Roger Imdieke of New London, Minn., making his first canoe trip to the Boundary Waters Canoe Area Wilderness recently, discovered the problem firsthand.
“I heard some rustling in the brush along shore and thought perhaps my fishing rod had got caught, but it hadn’t. I saw some line and grabbed it,’’ he said.
At the other end was a young Canada goose.
“Fortunately it was the leader that was wrapped around the foot, and the skin didn’t appear to be broken,’’ said Imdieke, whose 7-year-old grandson, Luke Knudsen, was along.
“We were able to release the bird unharmed to live another day,’’ Imdieke said. “It swam right off. It was a very teachable moment for Luke.’’
Carrol Henderson, DNR nongame wildlife program supervisor, said it’s difficult to determine how many such instances occur over a season.

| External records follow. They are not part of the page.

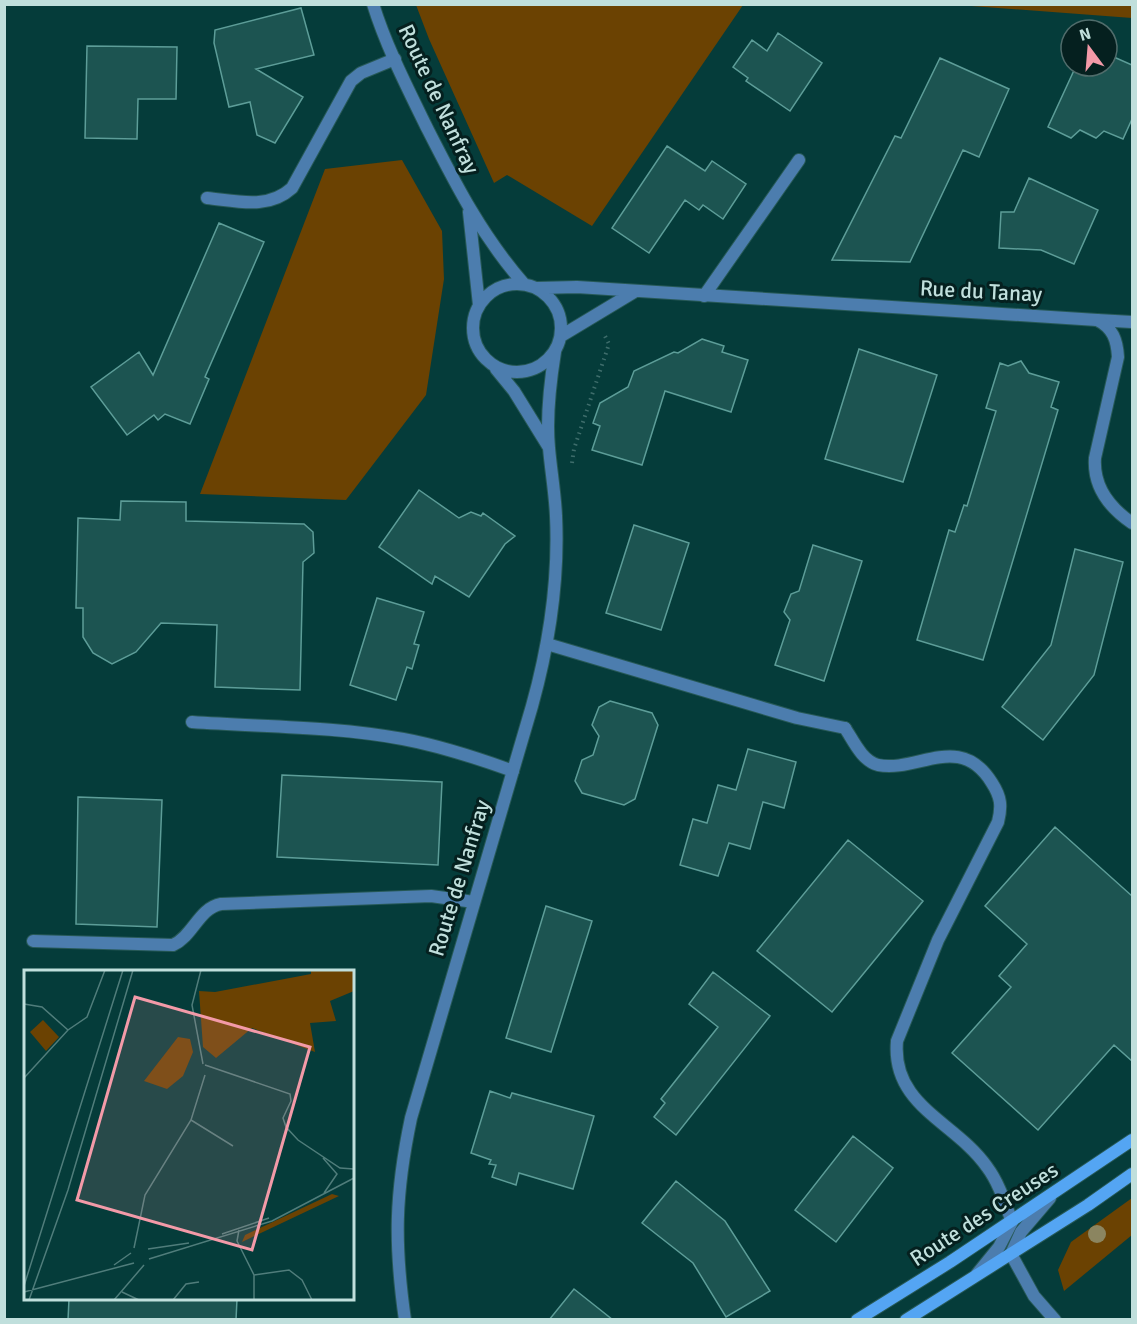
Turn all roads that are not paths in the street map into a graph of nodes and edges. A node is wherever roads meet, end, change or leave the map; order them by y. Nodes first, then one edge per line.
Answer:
1 (373, 4) edge
2 (395, 59) junction
3 (799, 160) dead end
4 (207, 198) dead end
5 (469, 211) junction
6 (524, 284) junction
7 (537, 288) junction
8 (634, 292) junction
9 (704, 296) junction
10 (479, 305) junction
11 (1097, 320) junction
12 (1132, 322) edge
13 (561, 336) junction
14 (555, 352) junction
15 (493, 366) junction
16 (549, 447) junction
17 (1132, 524) edge
18 (547, 644) junction
19 (192, 722) dead end
20 (513, 771) junction
21 (474, 902) junction
22 (33, 941) dead end
23 (1132, 1140) edge
24 (1132, 1174) edge
25 (1056, 1192) junction
26 (1012, 1222) junction
27 (1011, 1254) junction
28 (975, 1277) junction
29 (405, 1320) edge
30 (857, 1320) edge
31 (906, 1320) edge
32 (1055, 1320) edge

1 - 2 street, Route de Nanfray
2 - 4 street
2 - 5 street, Route de Nanfray
3 - 9 street
5 - 6 street, Route de Nanfray
5 - 10 street, Route de Nanfray
6 - 7 street
6 - 10 street
7 - 8 street, Rue du Tanay
7 - 13 street
8 - 9 street, Rue du Tanay
8 - 13 street
9 - 11 street, Rue du Tanay
10 - 15 street, Route de Nanfray
11 - 12 street, Rue du Tanay
11 - 17 street
13 - 14 street, Route de Nanfray
14 - 15 street
14 - 16 street, Route de Nanfray
15 - 16 street, Route de Nanfray
16 - 18 street, Route de Nanfray
18 - 20 street, Route de Nanfray
18 - 26 street
19 - 20 street
20 - 21 street, Route de Nanfray
21 - 22 street
21 - 29 street, Route de Nanfray
23 - 25 main road, Route des Creuses
24 - 27 main road, Route des Creuses
25 - 26 main road, Route des Creuses
25 - 27 street
26 - 28 street
26 - 30 main road, Route des Creuses
27 - 28 main road, Route des Creuses
27 - 32 street
28 - 31 main road, Route des Creuses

“We get reports of loons entangled with fishing line; other times it’s ducks and geese,’’ Henderson said. “Unfortunately, usually it results in a lingering death.’’
He urges anglers to dispose of line properly, and to pick up discarded line.
Rusty crayfish are an invasive species that now can be found in too many Minnesota lakes, including popular Woman Lake near Longville. The invaders from the Ohio River basin can alter ecosystems and hurt native vegetation.
What to do?
You can feast on Woman Lake rusty crayfish from 3 p.m. to 7 p.m. Saturday at Patrick’s Restaurant in Longville at the first Minnesota Bound Benefit Crayfish Boil. It’s all you can eat for $10, and proceeds go to the Girl, Child and Woman Lake Property Owners Association.
“If you can’t beat ’em, eat ’em,’’ Minnesota Bound’s Ron Schara said.